Chapter 3

Topics of Special Interest

Adolescent Admissions to Substance Abuse Treatment
Trends in Heroin Admissions and Medication-Assisted Opioid Therapy
Polydrug Abuse
Racial/Ethnic Subgroups

This chapter highlights topics that are of current or special interest. It is important to note that percentages in charts, narrative lists, and percentage distributions in tables may not add to 100 percent due to rounding.

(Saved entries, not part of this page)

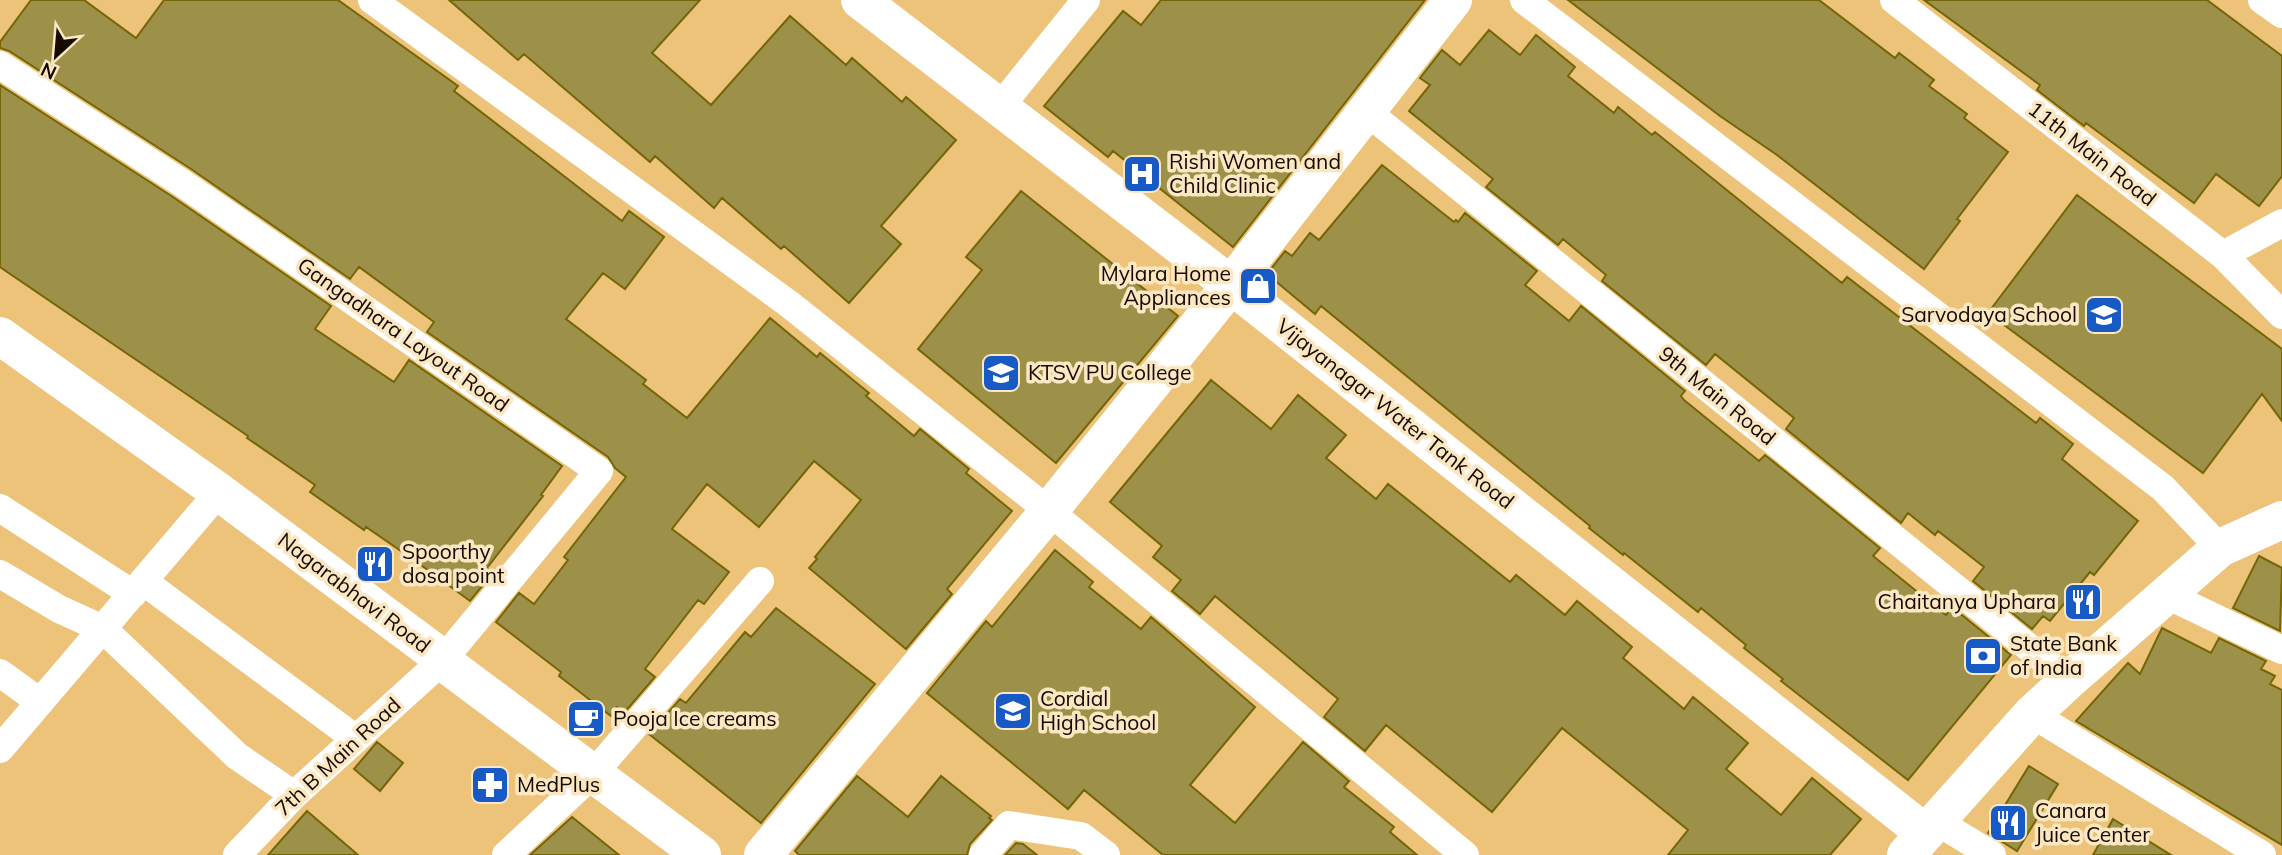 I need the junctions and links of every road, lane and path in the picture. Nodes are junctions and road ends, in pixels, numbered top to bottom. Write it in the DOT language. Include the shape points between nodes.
graph roads {
  1 [pos="372,0"];
  2 [pos="860,0"];
  3 [pos="1086,0"];
  4 [pos="1453,0"];
  5 [pos="1524,0"];
  6 [pos="1894,0"];
  7 [pos="2262,0"];
  8 [pos="2282,14"];
  9 [pos="0,65"];
  10 [pos="999,108"];
  11 [pos="1366,111"];
  12 [pos="2282,223"];
  13 [pos="2223,255"];
  14 [pos="1231,285"];
  15 [pos="2282,315"];
  16 [pos="0,335"];
  17 [pos="219,492"];
  18 [pos="0,508"];
  19 [pos="1049,511"];
  20 [pos="2282,520"];
  21 [pos="2220,548"];
  22 [pos="0,573"];
  23 [pos="760,581"];
  24 [pos="138,587"];
  25 [pos="2165,594"];
  26 [pos="103,629"];
  27 [pos="2282,650"];
  28 [pos="442,662"];
  29 [pos="0,673"];
  30 [pos="2068,680"];
  31 [pos="40,702"];
  32 [pos="2032,714"];
  33 [pos="356,738"];
  34 [pos="0,749"];
  35 [pos="592,775"];
  36 [pos="293,795"];
  37 [pos="1922,836"];
  38 [pos="237,855"];
  39 [pos="506,855"];
  40 [pos="702,855"];
  41 [pos="763,855"];
  42 [pos="983,855"];
  43 [pos="1106,855"];
  44 [pos="1465,855"];
  45 [pos="1992,855"];
  46 [pos="2262,855"];
  1 -- 19 [label="street" via="789,304"];
  2 -- 10 [label="street, Vijayanagar Water Tank Road"];
  3 -- 10 [label="street"];
  4 -- 11 [label="street"];
  5 -- 21 [label="street" via="2163,488"];
  6 -- 13 [label="street, 11th Main Road"];
  7 -- 8 [label="street"];
  9 -- 28 [label="street, Gangadhara Layout Road" via="182,183 599,471"];
  10 -- 14 [label="street, Vijayanagar Water Tank Road"];
  11 -- 14 [label="street"];
  11 -- 30 [label="street, 9th Main Road"];
  12 -- 13 [label="street"];
  13 -- 15 [label="street, 11th Main Road"];
  14 -- 19 [label="street"];
  14 -- 37 [label="street, Vijayanagar Water Tank Road"];
  16 -- 17 [label="street, Nagarabhavi Road"];
  17 -- 24 [label="street"];
  17 -- 28 [label="street, Nagarabhavi Road"];
  18 -- 24 [label="street"];
  19 -- 41 [label="street"];
  19 -- 44 [label="street"];
  20 -- 21 [label="street"];
  21 -- 25 [label="street"];
  22 -- 26 [label="street"];
  23 -- 35 [label="street"];
  24 -- 26 [label="street"];
  24 -- 33 [label="street"];
  25 -- 27 [label="street"];
  25 -- 30 [label="street"];
  26 -- 31 [label="street"];
  26 -- 36 [label="street" via="237,756"];
  28 -- 33 [label="street, 7th B Main Road"];
  28 -- 35 [label="street, Nagarabhavi Road"];
  29 -- 31 [label="street"];
  30 -- 32 [label="street"];
  31 -- 34 [label="street"];
  32 -- 37 [label="street"];
  32 -- 46 [label="street"];
  33 -- 36 [label="street, 7th B Main Road"];
  35 -- 39 [label="street"];
  35 -- 40 [label="street, Nagarabhavi Road"];
  36 -- 38 [label="street, 7th B Main Road"];
  37 -- 45 [label="street"];
  42 -- 43 [label="street" via="1009,825 1081,836"];
}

TEDS data indicate that admissions to substance abuse treatment aged 12 to 17 remained steady (from 157,914 to 157,184) between 2002 and 2003, but declined by 24 percent (to 120,239) between 2003 and 2012 [Table 3.1a]. In 2012, 89 percent of adolescent treatment admissions involved marijuana as a primary or secondary substance, and 41 percent of these marijuana-involved admissions were referred to treatment through the criminal justice/DUI source [Table 3.4].

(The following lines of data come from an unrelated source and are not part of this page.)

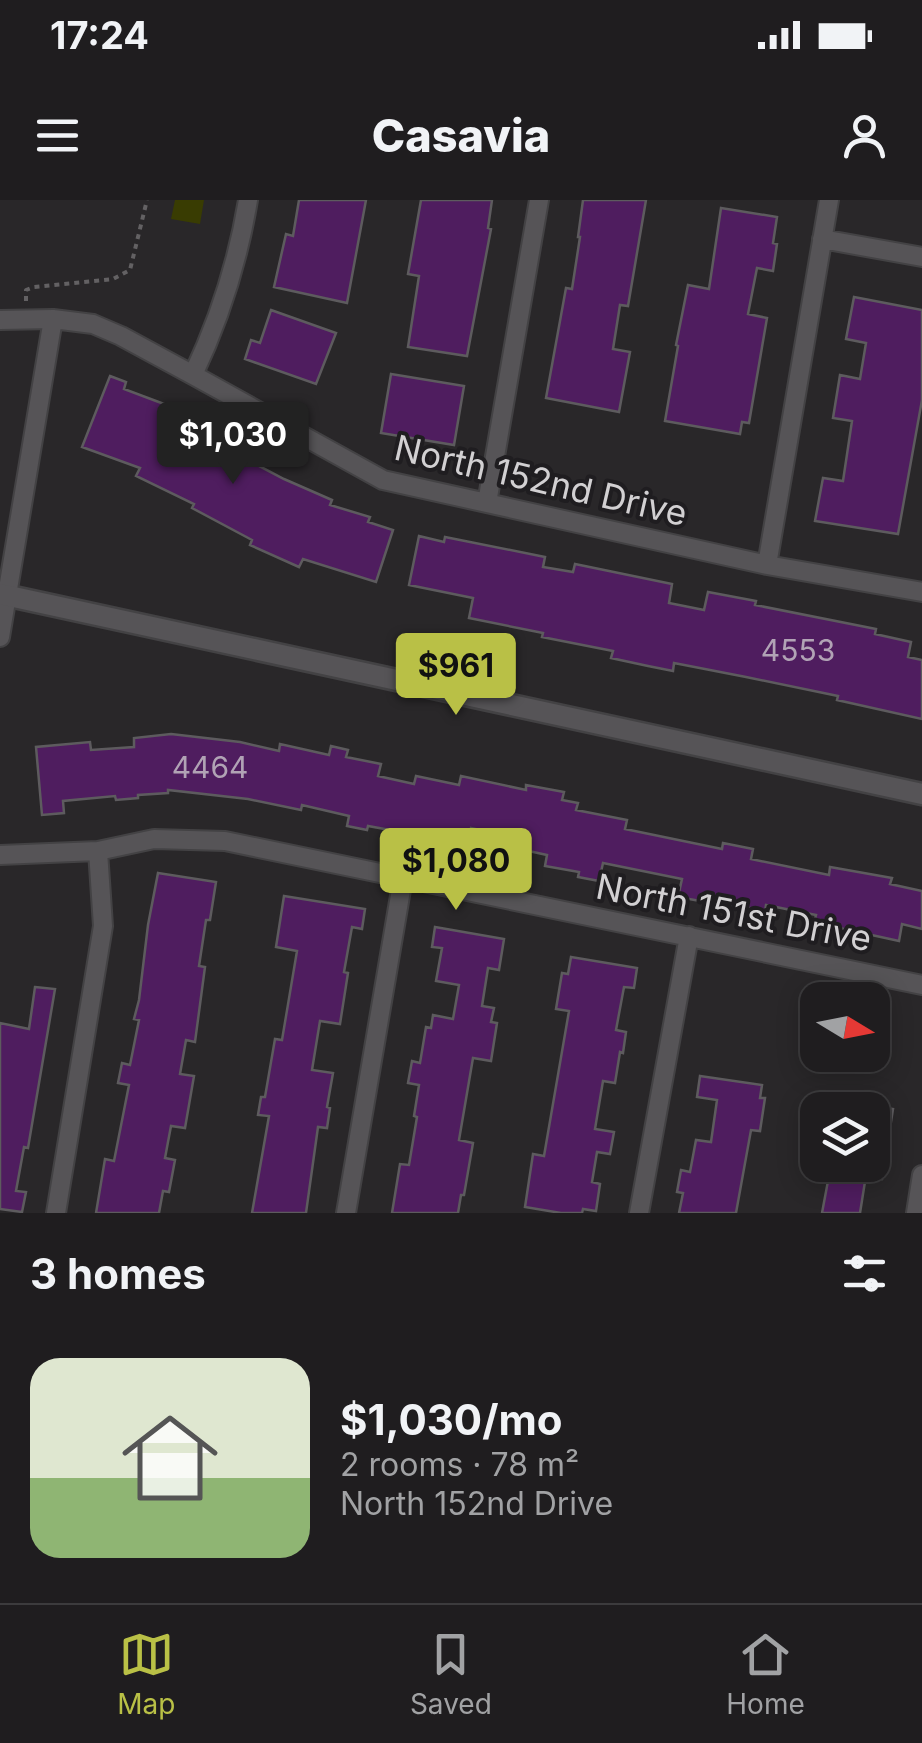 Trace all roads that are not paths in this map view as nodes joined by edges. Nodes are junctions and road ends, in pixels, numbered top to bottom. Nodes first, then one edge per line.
1 (248, 200) edge
2 (538, 200) edge
3 (829, 200) edge
4 (822, 239) junction
5 (922, 257) edge
6 (53, 319) junction
7 (0, 320) edge
8 (193, 374) junction
9 (487, 503) junction
10 (767, 564) junction
11 (922, 592) edge
12 (4, 594) edge
13 (0, 637) edge
14 (922, 794) edge
15 (98, 851) junction
16 (0, 855) edge
17 (403, 878) junction
18 (689, 936) junction
19 (922, 985) edge
20 (922, 1175) edge
21 (56, 1213) edge
22 (346, 1213) edge
23 (640, 1213) edge
24 (916, 1213) edge

1 - 8 street
2 - 9 street
3 - 4 street
4 - 5 street
4 - 10 street
6 - 7 street, North 152nd Drive
6 - 8 street, North 152nd Drive
6 - 12 street
8 - 9 street, North 152nd Drive
9 - 10 street, North 152nd Drive
10 - 11 street, North 152nd Drive
12 - 13 street
12 - 14 street
15 - 16 street, North 151st Drive
15 - 17 street, North 151st Drive
15 - 21 street
17 - 18 street, North 151st Drive
17 - 22 street
18 - 19 street, North 151st Drive
18 - 23 street
20 - 24 street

The number of TEDS admissions for primary heroin abuse was relatively stable over this period, with 285,041 admissions in 2002 and 285,451 admissions in 2012 [Table 3.5].

The proportion of heroin admissions whose treatment plans included medication-assisted opioid therapy (opioid therapy using methadone or buprenorphine) declined from 35 percent in 2002 to 28 percent in 2012 [Table 3.7].1

Polydrug abuse (the use of more than one substance) was more common among TEDS admissions than was abuse of a single substance [Table 3.8].

TEDS data indicate that substance abuse patterns differed widely among racial/ethnic subgroups; however, alcohol was the predominant substance for all racial/ethnic groups except persons of Puerto Rican origin, where the predominant substance was heroin [Table 2.2].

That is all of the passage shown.